Well that wasn't something you wanted to hear at 3 in the am. Especially not when it was a weekend and all you wanted to do was sleep in for once. But alas, it seems trouble has a knack for finding you at any hour of the day, no matter how atrocious that hour may be.

Slipping out of bed you trudged down the stairs to the kitchen, where the unclaimed angry shout had made its debut. Was it a good idea to walk towards unknown voices in the middle of the night, no. However this was far from the oddest thing to happen to you, and 9 times out of 10 whatever happened was the result of a ghost.

What you didn't expect however was to find a familiar mop of black hair by the kitchen counter, adorned with an even more familiar set of horns. What was even more unexpected (and much more concerning) was the cloud of smoke that was slowly filling the room.

"Malleus, wha-"

"I don't know what you want from me but release my pastry from your iron constraints this instant you infernal thing!"

You had to hold back a fit of laughter, watching the fae on your kitchen continue to hurl insults at the machine in front of him. Malleus Draconia, the prince of briar valley and one of the top mages of the world, had been thwarted by your waffle maker.
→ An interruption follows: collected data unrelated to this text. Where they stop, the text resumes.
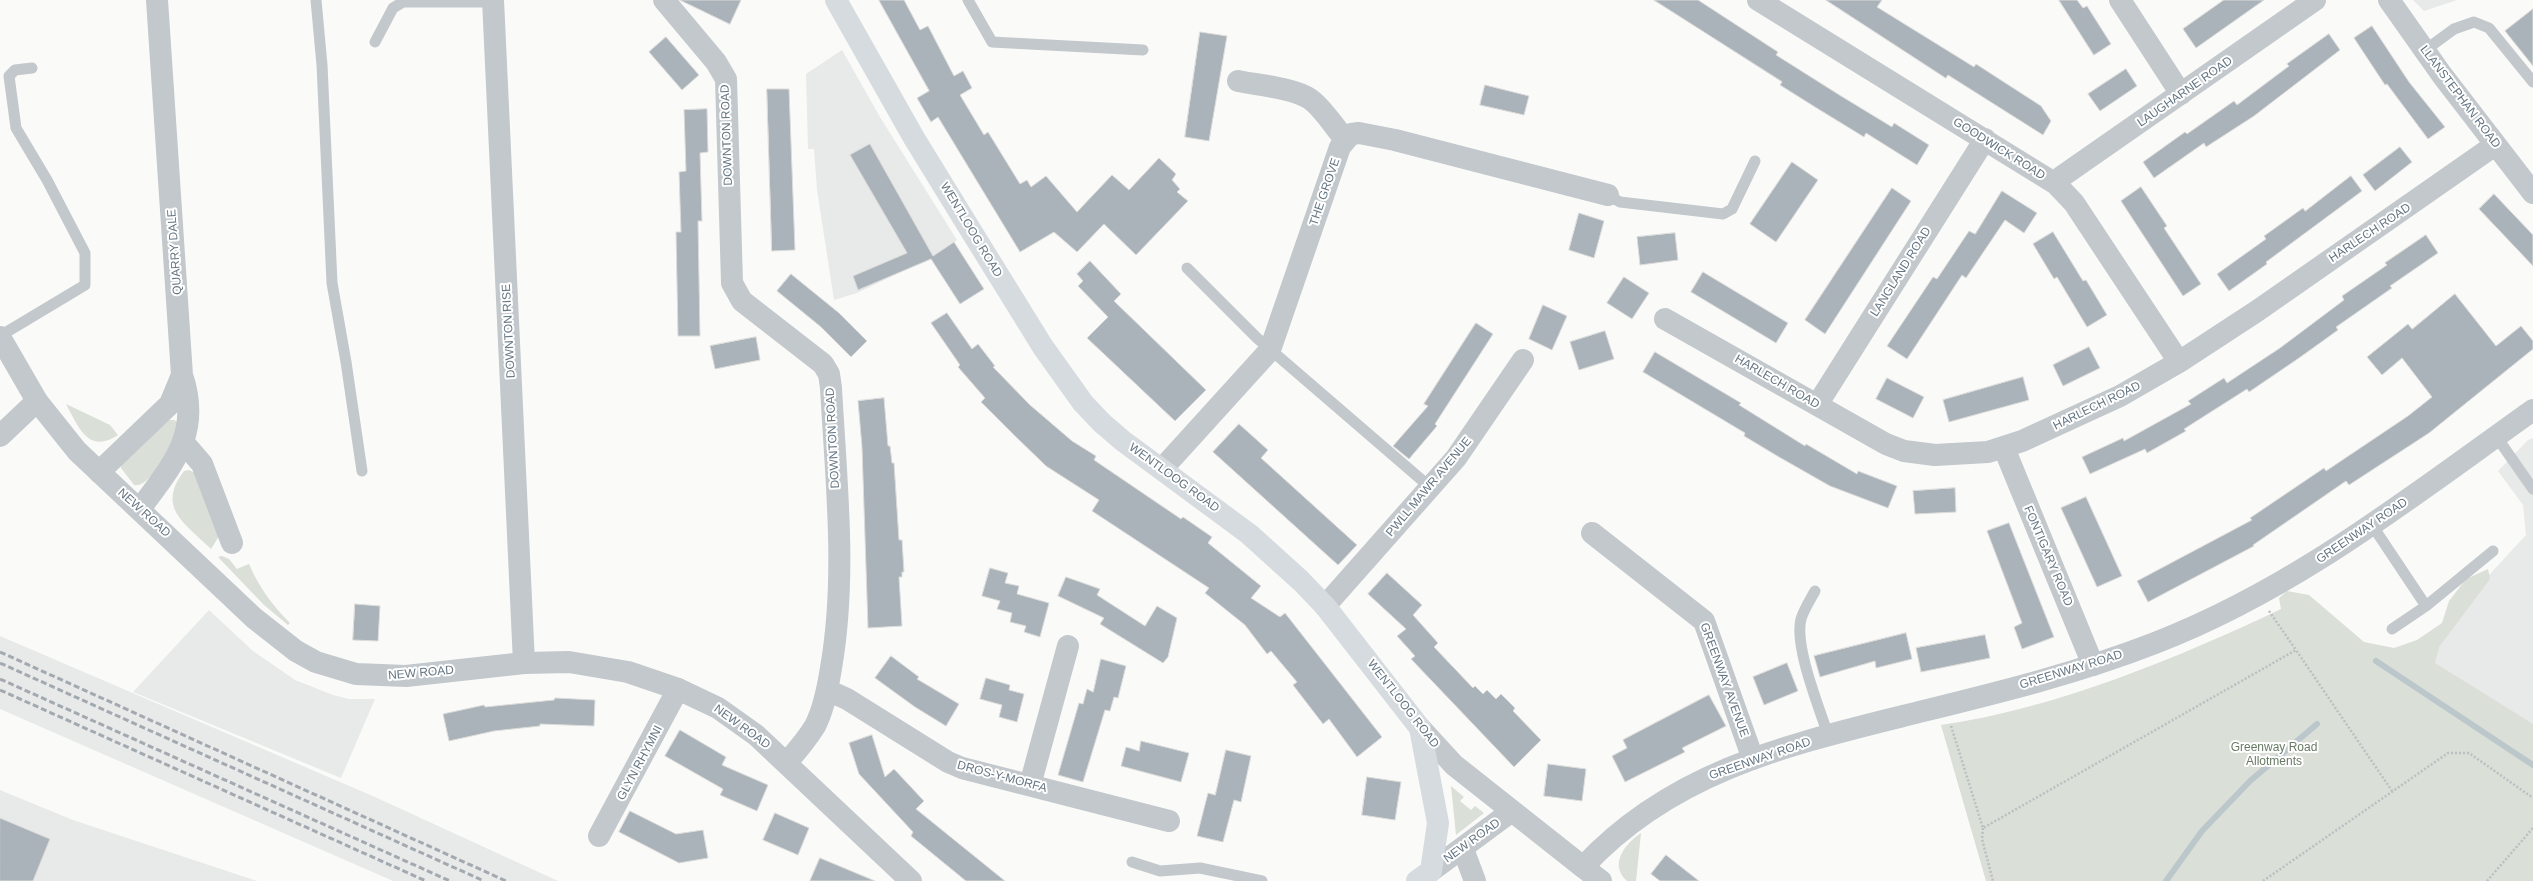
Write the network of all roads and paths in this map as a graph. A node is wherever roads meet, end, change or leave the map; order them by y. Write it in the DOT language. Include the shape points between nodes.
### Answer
graph roads {
  1 [pos="157,0"];
  2 [pos="316,0"];
  3 [pos="664,0"];
  4 [pos="836,0"];
  5 [pos="968,0"];
  6 [pos="1758,0"];
  7 [pos="2120,0"];
  8 [pos="2315,0"];
  9 [pos="2389,0"];
  10 [pos="493,1"];
  11 [pos="376,42"];
  12 [pos="1143,50"];
  13 [pos="2424,51"];
  14 [pos="32,68"];
  15 [pos="1238,81"];
  16 [pos="2533,82"];
  17 [pos="2181,94"];
  18 [pos="1345,139"];
  19 [pos="1984,139"];
  20 [pos="2495,145"];
  21 [pos="1755,161"];
  22 [pos="2056,184"];
  23 [pos="2533,193"];
  24 [pos="1608,195"];
  25 [pos="1186,268"];
  26 [pos="1665,319"];
  27 [pos="0,336"];
  28 [pos="1270,350"];
  29 [pos="1523,360"];
  30 [pos="2179,362"];
  31 [pos="182,375"];
  32 [pos="37,401"];
  33 [pos="1817,405"];
  34 [pos="2533,410"];
  35 [pos="0,436"];
  36 [pos="2496,436"];
  37 [pos="184,443"];
  38 [pos="2004,448"];
  39 [pos="1162,469"];
  40 [pos="362,471"];
  41 [pos="99,472"];
  42 [pos="1431,488"];
  43 [pos="2533,489"];
  44 [pos="140,509"];
  45 [pos="2372,525"];
  46 [pos="1592,533"];
  47 [pos="232,543"];
  48 [pos="2493,551"];
  49 [pos="1815,591"];
  50 [pos="2258,595"];
  51 [pos="1325,606"];
  52 [pos="2426,606"];
  53 [pos="2392,629"];
  54 [pos="1068,646"];
  55 [pos="2296,650"];
  56 [pos="524,663"];
  57 [pos="2093,665"];
  58 [pos="678,688"];
  59 [pos="827,690"];
  60 [pos="1944,706"];
  61 [pos="1420,728"];
  62 [pos="1828,735"];
  63 [pos="1753,759"];
  64 [pos="787,762"];
  65 [pos="1030,785"];
  66 [pos="2392,791"];
  67 [pos="2533,798"];
  68 [pos="1512,811"];
  69 [pos="1169,821"];
  70 [pos="1983,828"];
  71 [pos="2533,828"];
  72 [pos="599,836"];
  73 [pos="1463,849"];
  74 [pos="1132,862"];
  75 [pos="1583,867"];
  76 [pos="1424,876"];
  77 [pos="911,881"];
  78 [pos="1262,881"];
  79 [pos="1475,881"];
  80 [pos="1601,881"];
  81 [pos="1993,881"];
  82 [pos="2263,881"];
  83 [pos="2487,881"];
  1 -- 31 [label="street, QUARRY DALE"];
  2 -- 40 [label="lane" via="322,65 332,283"];
  3 -- 59 [label="street, DOWNTON ROAD" via="716,62 726,79 732,283 742,301 824,364 829,374 835,456 839,590 836,638"];
  4 -- 39 [label="main road, WENTLOOG ROAD" via="918,144 1051,359 1083,403 1102,423"];
  5 -- 12 [label="lane" via="992,42"];
  6 -- 19 [label="street, GOODWICK ROAD"];
  7 -- 17 [label="street"];
  8 -- 17 [label="street, LAUGHARNE ROAD"];
  9 -- 13 [label="street, LLANSTEPHAN ROAD"];
  10 -- 11 [label="lane" via="403,2 392,8"];
  10 -- 56 [label="street, DOWNTON RISE"];
  13 -- 16 [label="lane" via="2454,29 2474,22 2488,28"];
  13 -- 20 [label="street, LLANSTEPHAN ROAD"];
  14 -- 27 [label="lane" via="15,70 9,76 16,128 47,180 85,253 87,279 86,285"];
  15 -- 18 [label="street" via="1303,95 1319,108"];
  17 -- 22 [label="street, LAUGHARNE ROAD"];
  18 -- 24 [label="street" via="1351,134 1360,133 1395,140"];
  18 -- 28 [label="street, THE GROVE" via="1340,147"];
  19 -- 22 [label="street, GOODWICK ROAD"];
  19 -- 33 [label="street, LANGLAND ROAD"];
  20 -- 23 [label="street, LLANSTEPHAN ROAD"];
  20 -- 30 [label="street, HARLECH ROAD"];
  21 -- 24 [label="lane" via="1732,209 1723,214 1620,202"];
  22 -- 30 [label="street, GOODWICK ROAD" via="2074,203"];
  25 -- 28 [label="lane"];
  26 -- 33 [label="street, HARLECH ROAD"];
  27 -- 32 [label="street, NEW ROAD"];
  28 -- 39 [label="street, THE GROVE"];
  28 -- 42 [label="lane"];
  29 -- 42 [label="street, PWLL MAWR AVENUE" via="1475,433"];
  30 -- 38 [label="street, HARLECH ROAD" via="2108,402"];
  31 -- 37 [label="street" via="188,409"];
  31 -- 41 [label="street, QUARRY DALE" via="170,404"];
  32 -- 35 [label="street"];
  32 -- 41 [label="street, NEW ROAD" via="59,430"];
  33 -- 38 [label="street, HARLECH ROAD" via="1868,436 1904,451 1954,456"];
  34 -- 36 [label="street, GREENWAY ROAD"];
  36 -- 43 [label="lane"];
  36 -- 45 [label="street, GREENWAY ROAD"];
  37 -- 44 [label="street" via="179,455"];
  37 -- 47 [label="street" via="202,464"];
  38 -- 57 [label="street, FONTIGARY ROAD"];
  39 -- 51 [label="main road, WENTLOOG ROAD" via="1250,534"];
  41 -- 44 [label="street, NEW ROAD"];
  42 -- 51 [label="street, PWLL MAWR AVENUE"];
  44 -- 56 [label="street, NEW ROAD" via="254,618 296,651 316,662 356,674 382,676 432,674"];
  45 -- 50 [label="street, GREENWAY ROAD" via="2316,563"];
  45 -- 52 [label="lane"];
  46 -- 63 [label="street, GREENWAY AVENUE" via="1704,621"];
  48 -- 52 [label="lane"];
  49 -- 62 [label="lane" via="1803,613 1800,632 1804,657"];
  50 -- 55 [label="path"];
  50 -- 57 [label="street, GREENWAY ROAD" via="2185,631"];
  51 -- 61 [label="main road, WENTLOOG ROAD"];
  52 -- 53 [label="lane"];
  54 -- 65 [label="street"];
  55 -- 66 [label="path"];
  55 -- 70 [label="path"];
  56 -- 58 [label="street, NEW ROAD" via="586,664 640,675"];
  57 -- 60 [label="street, GREENWAY ROAD"];
  58 -- 64 [label="street, NEW ROAD" via="736,720"];
  58 -- 72 [label="street, GLYN RHYMNI"];
  59 -- 64 [label="street, DOWNTON ROAD" via="815,726"];
  59 -- 65 [label="street, DROS-Y-MORFA" via="847,699 948,762"];
  60 -- 62 [label="street, GREENWAY ROAD"];
  60 -- 70 [label="path"];
  61 -- 68 [label="street, WENTLOOG ROAD" via="1454,764"];
  61 -- 76 [label="main road, NEW ROAD" via="1438,823"];
  62 -- 63 [label="street, GREENWAY ROAD"];
  63 -- 75 [label="street, GREENWAY ROAD" via="1701,780 1657,804 1628,824"];
  64 -- 77 [label="street, NEW ROAD"];
  65 -- 69 [label="street, DROS-Y-MORFA"];
  66 -- 67 [label="path" via="2448,752 2469,753"];
  66 -- 82 [label="path"];
  68 -- 73 [label="street, NEW ROAD"];
  68 -- 75 [label="street, WENTLOOG ROAD"];
  70 -- 81 [label="path" via="1982,839"];
  71 -- 83 [label="path"];
  73 -- 76 [label="street, NEW ROAD"];
  73 -- 79 [label="street"];
  74 -- 78 [label="lane" via="1160,871 1200,868"];
  75 -- 80 [label="street, WENTLOOG ROAD"];
}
"Malleus, what are you doing." You giggled, alerting him of your presence behind him.

"Oh, good morning child of man." Malleus said, turning his head away from the torched waffle to look at you. "I would have thought you would sleep in more this morning."

"Well I might have, however the verbal assault on the waffle maker were to hard to ignore." Malleus's ears flushed a bright red, joining the embarrassed flush on his cheeks.

"Nothing it doesn't deserve I assure you." He said indignantly, crossing his arms to emphasize his point, "No matter what I do to it, it refuses to cooperate with me!"

You strode over to stand next to him, sidestepping the mysterious ingredient spills on the tiled floor.

"You have to turn it first before you try opening it." Demonstrating, you gripped the handle and effortlessly opened the maker, cringing slightly at the intense burnt smell that hit your nose.

"Oh, I see." He said quietly, watching you pry the black brick out and throw it into the garbage.

"You want to try making another one, now that you know how to use this properly?" You asked, looking up at him with a small smile on your face.

The fae let out a hum, feeling a smile of his own tug at his lips.

"I would enjoy that very much."

You were later told the reason he had been in your kitchen so early was because he wanted to surprise you with breakfast, and had actually been there much earlier just trying to get a batter together (He had been nearly defeated earlier by trying to crack the eggs into the bowl without sending it into the wall.)

As much as you valued your sleep, there was little you would trade for the time you spent making waffles together with Malleus that morning, watching the sunlight stream through the windows as you shared the plate of waffles in the lobby and leaving the mess in the kitchen for a later time.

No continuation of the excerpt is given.